When you speak your native language, you don’t have to think about grammar rules to produce a sentence; phrases just appear in your mind and they are all correct. You don’t have to be especially intelligent or have an exceptionally good memory to speak your native language without mistakes.

This is possible because the brain contains a special language module. The module collects sentences from your environment, and imitates them and re-combines them to produce new sentences. This is exactly how you learned to speak as a child: you listened to your parents and other people around you, and then you were able to imitate those sentences.

You learn a foreign language in the same way. As you hear (or read) more and more correct English sentences, your language module gets more and more information, and you can express more and more in English. It’s called learning by input.

Now you see why it is a good idea to read the example sentences when you look up a word in a dictionary. For each sentence you read, there is a good chance that it will appear in your head when you need it, and that you will be able to re-use it (or part of it) to produce your own correct sentence.

One more example

We have said that example sentences give important grammar/usage information and program your brain to produce its own sentences. Let’s see one more example of how this works.

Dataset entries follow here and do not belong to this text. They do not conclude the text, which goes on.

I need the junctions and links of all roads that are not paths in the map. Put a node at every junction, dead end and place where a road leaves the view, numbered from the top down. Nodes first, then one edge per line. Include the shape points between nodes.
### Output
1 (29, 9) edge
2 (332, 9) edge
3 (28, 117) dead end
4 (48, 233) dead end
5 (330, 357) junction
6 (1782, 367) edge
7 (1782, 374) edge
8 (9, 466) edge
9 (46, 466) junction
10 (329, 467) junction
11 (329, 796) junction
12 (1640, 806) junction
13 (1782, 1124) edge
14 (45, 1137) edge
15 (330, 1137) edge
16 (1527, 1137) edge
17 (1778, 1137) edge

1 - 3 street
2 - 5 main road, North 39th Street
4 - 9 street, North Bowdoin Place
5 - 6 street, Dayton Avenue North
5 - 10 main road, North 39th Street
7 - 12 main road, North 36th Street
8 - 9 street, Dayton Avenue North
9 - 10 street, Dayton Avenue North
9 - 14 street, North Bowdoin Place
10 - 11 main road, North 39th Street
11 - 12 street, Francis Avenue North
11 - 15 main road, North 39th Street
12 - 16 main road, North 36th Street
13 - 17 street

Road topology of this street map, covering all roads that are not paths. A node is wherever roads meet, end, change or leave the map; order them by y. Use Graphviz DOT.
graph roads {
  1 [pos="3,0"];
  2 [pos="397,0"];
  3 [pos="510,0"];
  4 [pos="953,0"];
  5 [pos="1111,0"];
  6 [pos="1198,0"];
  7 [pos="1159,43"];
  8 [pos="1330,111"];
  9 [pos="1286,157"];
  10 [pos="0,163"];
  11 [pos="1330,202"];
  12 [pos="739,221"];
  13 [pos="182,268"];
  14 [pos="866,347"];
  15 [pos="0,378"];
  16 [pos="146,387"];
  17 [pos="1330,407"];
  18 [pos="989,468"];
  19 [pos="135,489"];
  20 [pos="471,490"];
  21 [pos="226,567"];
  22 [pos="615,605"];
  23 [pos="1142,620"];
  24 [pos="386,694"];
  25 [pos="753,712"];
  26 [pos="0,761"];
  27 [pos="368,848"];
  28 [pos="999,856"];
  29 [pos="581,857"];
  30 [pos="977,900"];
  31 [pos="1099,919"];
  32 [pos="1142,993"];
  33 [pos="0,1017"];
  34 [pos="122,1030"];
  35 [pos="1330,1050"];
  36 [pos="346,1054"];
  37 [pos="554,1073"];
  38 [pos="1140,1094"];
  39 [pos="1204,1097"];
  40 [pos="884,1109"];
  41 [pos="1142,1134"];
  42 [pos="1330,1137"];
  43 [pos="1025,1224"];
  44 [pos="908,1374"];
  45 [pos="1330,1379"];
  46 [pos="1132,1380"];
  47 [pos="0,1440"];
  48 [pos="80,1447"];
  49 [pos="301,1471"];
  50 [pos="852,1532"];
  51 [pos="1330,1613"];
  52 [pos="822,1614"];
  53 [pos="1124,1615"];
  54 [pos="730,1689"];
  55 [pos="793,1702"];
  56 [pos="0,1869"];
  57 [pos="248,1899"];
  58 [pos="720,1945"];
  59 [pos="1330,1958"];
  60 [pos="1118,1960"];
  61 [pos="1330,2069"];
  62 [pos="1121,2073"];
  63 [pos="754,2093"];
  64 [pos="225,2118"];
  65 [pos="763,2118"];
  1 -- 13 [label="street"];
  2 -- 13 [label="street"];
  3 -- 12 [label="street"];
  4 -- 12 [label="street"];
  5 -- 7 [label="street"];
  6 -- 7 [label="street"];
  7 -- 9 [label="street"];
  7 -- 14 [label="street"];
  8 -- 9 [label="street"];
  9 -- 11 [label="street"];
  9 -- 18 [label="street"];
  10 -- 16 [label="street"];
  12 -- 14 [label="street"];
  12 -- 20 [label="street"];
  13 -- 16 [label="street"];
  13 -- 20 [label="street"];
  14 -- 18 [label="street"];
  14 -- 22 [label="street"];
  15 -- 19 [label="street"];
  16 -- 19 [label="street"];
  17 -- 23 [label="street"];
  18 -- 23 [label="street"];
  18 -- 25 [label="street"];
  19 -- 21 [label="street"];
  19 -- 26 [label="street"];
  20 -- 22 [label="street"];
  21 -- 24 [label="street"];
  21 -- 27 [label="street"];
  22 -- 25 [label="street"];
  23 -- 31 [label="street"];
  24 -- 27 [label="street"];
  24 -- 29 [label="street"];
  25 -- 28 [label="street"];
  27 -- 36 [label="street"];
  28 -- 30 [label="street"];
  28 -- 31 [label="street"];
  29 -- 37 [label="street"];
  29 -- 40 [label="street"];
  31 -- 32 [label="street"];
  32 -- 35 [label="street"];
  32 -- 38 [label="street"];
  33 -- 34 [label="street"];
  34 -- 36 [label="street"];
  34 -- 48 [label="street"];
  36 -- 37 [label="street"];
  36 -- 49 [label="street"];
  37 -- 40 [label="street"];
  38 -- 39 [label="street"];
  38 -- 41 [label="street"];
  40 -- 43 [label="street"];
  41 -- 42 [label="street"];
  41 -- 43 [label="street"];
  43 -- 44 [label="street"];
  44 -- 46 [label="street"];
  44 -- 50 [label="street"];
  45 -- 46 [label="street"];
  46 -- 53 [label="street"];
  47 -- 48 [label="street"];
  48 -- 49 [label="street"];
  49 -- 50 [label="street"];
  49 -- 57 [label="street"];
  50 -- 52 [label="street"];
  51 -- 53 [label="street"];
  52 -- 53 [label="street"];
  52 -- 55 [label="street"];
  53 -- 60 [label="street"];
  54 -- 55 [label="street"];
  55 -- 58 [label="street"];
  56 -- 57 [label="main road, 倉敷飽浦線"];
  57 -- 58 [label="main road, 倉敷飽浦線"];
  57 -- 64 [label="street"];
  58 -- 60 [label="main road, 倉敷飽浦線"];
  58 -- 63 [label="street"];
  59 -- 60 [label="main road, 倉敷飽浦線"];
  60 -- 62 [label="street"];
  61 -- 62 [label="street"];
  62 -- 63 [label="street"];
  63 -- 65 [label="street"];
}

Suppose we look up the word shroud in a dictionary and find this definition:

shroud [(in) usually pass.] to cover and hide
--Longman Dictionary of English Language and Culture

Great, so now we know what shroud means. It means “to cover and hide”. We even know that we usually use shroud in the passive voice with the preposition in. But can we really use the word shroud, i.e. can we make our own sentences with it?

For example, you could say “I was hidden in the corner” — but would it be OK to say “I was shrouded in the corner”? Or, you could say that “The street was covered in darkness” — but could you say “The street was shrouded in darkness” instead?

Well, we don’t know that. All we know is, shroud is probably not used in the same way as cover and hide, but the definition does not say in what situations (contexts) it is used. So after seeing the definition, we know what shroud means, but we still can’t do anything useful with it.

Now let’s read the definition with example sentences:

shroud [(in) usually pass.] to cover and hide; The hills were shrouded in mist. The whole affair was shrouded in mystery.

What do these examples tell us? They tell us many things:

  • We usually say that something is “shrouded in something”, and not, for example, that “something shrouds something”. We could have learned this from the definition, which says that shroud is followed by in and usually appears in the passive voice (“usually pass.”), but examples are nicer than codes.
  • Both physical (hills) and nonphysical (affair) things can be shrouded in something.
  • Things can be “shrouded in mist” or “shrouded in mystery”. “Shrouded in the corner” will probably sound strange to native speakers.

With this information, you are finally prepared to use the word shroud in speaking or writing. For example, you can imitate the example sentences and say “The negotiations are shrouded in mystery” or “The street was shrouded in fog”. This imitation can happen consciously (if you look at the examples while writing your own sentence) or in the magical “learning by input” way (if, say, in a week, you’re writing a composition and the phrase shrouded in something appears in your head because you have seen some sentences with it).

Final advice

  1. First, make sure your dictionary has lots of example sentences. Better yet, use two or more dictionaries.
  2. The next time you look up a word in a dictionary, and you want to use that word in your own speech or writing, concentrate on the example sentences — maybe even try to memorize them. You will not only learn incredibly useful information on the word’s usage; you will program your brain to produce similar sentences. You’ll be surprised at how much your brain can do if you feed it with enough input.